ReviewWe really enjoyed the paper and found it to be of high interest as the method presented could make the work of a lot of people easier. We were particularly impressed with the precision score of StomataCounter which compares well with other existing algorithms, especially in terms of the transfer accuracy. To our knowledge this is a novel approach, as there are no automated stomata counting technologies available, and it outperforms existing methods. The DCCN appears to overcomes challenges of stomata counting and it correctly identified stomata showing minimal false positives on non-plant and non-stomata covered tissue.The article was well written and easy to follow. We liked the choice of a Deep Convolutional Neural Network (DCNN) for machine learning and felt the authors could have highlighted the benefits of this method by providing a more detailed justification of why it is superior to other algorithms - as this is what made the paper so interesting to us. The text might be further improved by being more specific about results in the abstract and a clearer statement on supplementary data and sampling used.We were interested to know how the algorithm performs on grass species, as they have “dumbbell-shaped” guard cells and companion cells. It was unclear to us whether grass stomata have been used among the training images so we wondered if the accuracy would be the same for this particular shape of stomata. Including some text in the discussion about this would be illuminating. In addition for the sake of reproducibility and to aid readers comprehension it would be useful to provide (1) a complete list of samples analysed and (2) ideally the whole training dataset in a public repository such as Zendo or Dryad, as it could greatly benefit future comparative studies
Questions we had it would help to clarify- The authors state “many researchers are likely to manually count stomata” - is this because other methods are not good enough, user interface is too complicated or just people liking more traditional things?

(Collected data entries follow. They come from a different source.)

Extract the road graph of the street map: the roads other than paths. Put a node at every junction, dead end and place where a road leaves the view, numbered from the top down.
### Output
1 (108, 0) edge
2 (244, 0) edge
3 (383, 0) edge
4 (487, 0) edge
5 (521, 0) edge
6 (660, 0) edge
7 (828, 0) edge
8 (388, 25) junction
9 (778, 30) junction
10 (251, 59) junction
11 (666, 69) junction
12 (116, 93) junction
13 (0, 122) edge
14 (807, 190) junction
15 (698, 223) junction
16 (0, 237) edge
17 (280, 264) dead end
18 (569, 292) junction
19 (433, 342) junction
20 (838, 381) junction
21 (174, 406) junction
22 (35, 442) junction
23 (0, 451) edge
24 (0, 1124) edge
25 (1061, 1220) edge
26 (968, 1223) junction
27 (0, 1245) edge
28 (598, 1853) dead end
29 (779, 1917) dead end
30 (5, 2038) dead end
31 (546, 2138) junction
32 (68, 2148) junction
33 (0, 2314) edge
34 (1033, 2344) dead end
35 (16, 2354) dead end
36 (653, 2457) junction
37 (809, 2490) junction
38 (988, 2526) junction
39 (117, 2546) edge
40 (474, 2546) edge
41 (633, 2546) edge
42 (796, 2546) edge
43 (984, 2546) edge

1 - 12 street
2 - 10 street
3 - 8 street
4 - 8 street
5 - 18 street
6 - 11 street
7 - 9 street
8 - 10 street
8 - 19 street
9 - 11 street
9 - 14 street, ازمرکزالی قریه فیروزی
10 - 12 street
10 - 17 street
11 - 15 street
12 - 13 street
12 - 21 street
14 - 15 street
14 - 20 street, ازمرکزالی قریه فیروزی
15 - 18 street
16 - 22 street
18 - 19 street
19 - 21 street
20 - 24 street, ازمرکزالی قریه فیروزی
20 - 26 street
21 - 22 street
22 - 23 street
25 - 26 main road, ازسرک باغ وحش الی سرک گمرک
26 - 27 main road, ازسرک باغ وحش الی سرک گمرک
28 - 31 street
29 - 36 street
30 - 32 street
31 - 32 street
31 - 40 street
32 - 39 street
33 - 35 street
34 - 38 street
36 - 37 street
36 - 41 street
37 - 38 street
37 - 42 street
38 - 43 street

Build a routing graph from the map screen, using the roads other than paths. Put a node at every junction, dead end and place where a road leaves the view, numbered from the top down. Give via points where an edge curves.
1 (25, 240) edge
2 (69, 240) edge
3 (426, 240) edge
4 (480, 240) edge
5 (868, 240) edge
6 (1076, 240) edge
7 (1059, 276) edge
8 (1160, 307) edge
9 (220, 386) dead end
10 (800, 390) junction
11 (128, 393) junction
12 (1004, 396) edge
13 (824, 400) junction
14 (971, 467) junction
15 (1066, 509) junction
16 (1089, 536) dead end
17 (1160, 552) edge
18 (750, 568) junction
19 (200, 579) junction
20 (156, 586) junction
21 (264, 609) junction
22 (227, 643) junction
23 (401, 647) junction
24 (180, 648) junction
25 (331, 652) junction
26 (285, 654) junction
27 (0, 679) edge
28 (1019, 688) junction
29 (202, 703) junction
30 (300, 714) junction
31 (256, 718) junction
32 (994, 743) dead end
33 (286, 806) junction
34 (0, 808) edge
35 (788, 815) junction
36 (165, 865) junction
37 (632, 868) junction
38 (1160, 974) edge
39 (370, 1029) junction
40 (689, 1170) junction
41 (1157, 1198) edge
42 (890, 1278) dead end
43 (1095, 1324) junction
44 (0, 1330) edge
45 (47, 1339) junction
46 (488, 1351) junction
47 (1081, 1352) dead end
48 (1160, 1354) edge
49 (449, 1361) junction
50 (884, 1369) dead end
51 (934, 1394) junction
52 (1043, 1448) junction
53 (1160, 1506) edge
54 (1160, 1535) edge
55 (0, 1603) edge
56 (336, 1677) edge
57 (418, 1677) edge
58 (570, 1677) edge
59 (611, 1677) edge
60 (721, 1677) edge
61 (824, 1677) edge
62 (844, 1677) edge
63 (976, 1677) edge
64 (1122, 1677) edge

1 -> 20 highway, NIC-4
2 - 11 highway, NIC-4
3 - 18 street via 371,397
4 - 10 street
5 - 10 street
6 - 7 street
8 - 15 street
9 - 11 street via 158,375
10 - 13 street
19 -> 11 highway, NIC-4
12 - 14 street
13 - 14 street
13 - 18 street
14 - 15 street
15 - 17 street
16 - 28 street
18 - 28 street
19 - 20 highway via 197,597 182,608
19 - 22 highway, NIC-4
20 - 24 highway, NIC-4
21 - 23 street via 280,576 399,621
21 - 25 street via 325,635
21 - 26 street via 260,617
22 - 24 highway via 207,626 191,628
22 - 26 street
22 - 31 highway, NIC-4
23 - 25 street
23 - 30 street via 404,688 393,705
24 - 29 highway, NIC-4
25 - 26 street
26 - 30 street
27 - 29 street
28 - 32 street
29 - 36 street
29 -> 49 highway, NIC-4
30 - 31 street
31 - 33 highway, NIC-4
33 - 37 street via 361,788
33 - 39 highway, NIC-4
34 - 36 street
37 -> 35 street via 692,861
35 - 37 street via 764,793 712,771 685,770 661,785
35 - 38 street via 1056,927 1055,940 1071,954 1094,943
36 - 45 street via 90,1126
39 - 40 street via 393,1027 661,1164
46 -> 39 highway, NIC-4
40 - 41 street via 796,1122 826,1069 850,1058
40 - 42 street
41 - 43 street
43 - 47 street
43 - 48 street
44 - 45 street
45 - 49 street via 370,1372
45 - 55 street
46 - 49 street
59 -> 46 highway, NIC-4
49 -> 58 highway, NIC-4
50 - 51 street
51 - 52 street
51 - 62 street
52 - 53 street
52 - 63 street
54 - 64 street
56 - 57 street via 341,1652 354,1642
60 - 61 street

- In the methods it is written “final fully connected layers by convolutions”. Does this mean there's no fully-connected layers, only convolutional layers? It sounds like both are included in other parts of the paper.
- We were confused by the statement “we argue that the current architecture does not transfer well to different scales and images should be pre-processed to match the training scale of the network,” is that not the reason a fully-convolutional network is used? to avoid the inability to manage different input sizes.
Minor comments- Consider making legends of Figure 3 and Figure 4 bigger to improve readability
- Figure 5 is very informative and summarizes the data well
- Figure 6 might be improved by including an inset to focus on the down number.
- Figure 7 - scale bars
- There was a strong linear correlation at higher magnification between DCNN and human counts is this a standard magnification for this type of experiment?
- It would be good to include:
- Quantification of the accuracy of the automatic separation between abaxial and adaxial datasets. A failure of separation could potentially have contributed to finding stomata on the "adaxial" cuticle.
- Discussion of whether the magnifications (200x and 400x) are suitable for this kind of analysis.
- Information about why the 4 sources of images were chosen and discussion of whether they provide enough of a range.
- An explanation of why data was which showed <98% was discarded
- Stats on Gingko and poplar datasets.
- Might consider rephrasing “the mean number of stomata detected in the adaxial, aorta, and breast cancer image sets was 1.5, 1.4, and 2.4, respectively, while the mean value of the abaxial set was 24.1” to better explain the low frequency: to compare with non-stomata dataset vs dataset that has very low number of stomata
- Code availability: It would be helpful if the code and custom scripts (such as separation of abaxial and adaxial leaf sides) are made available and linked to a repository.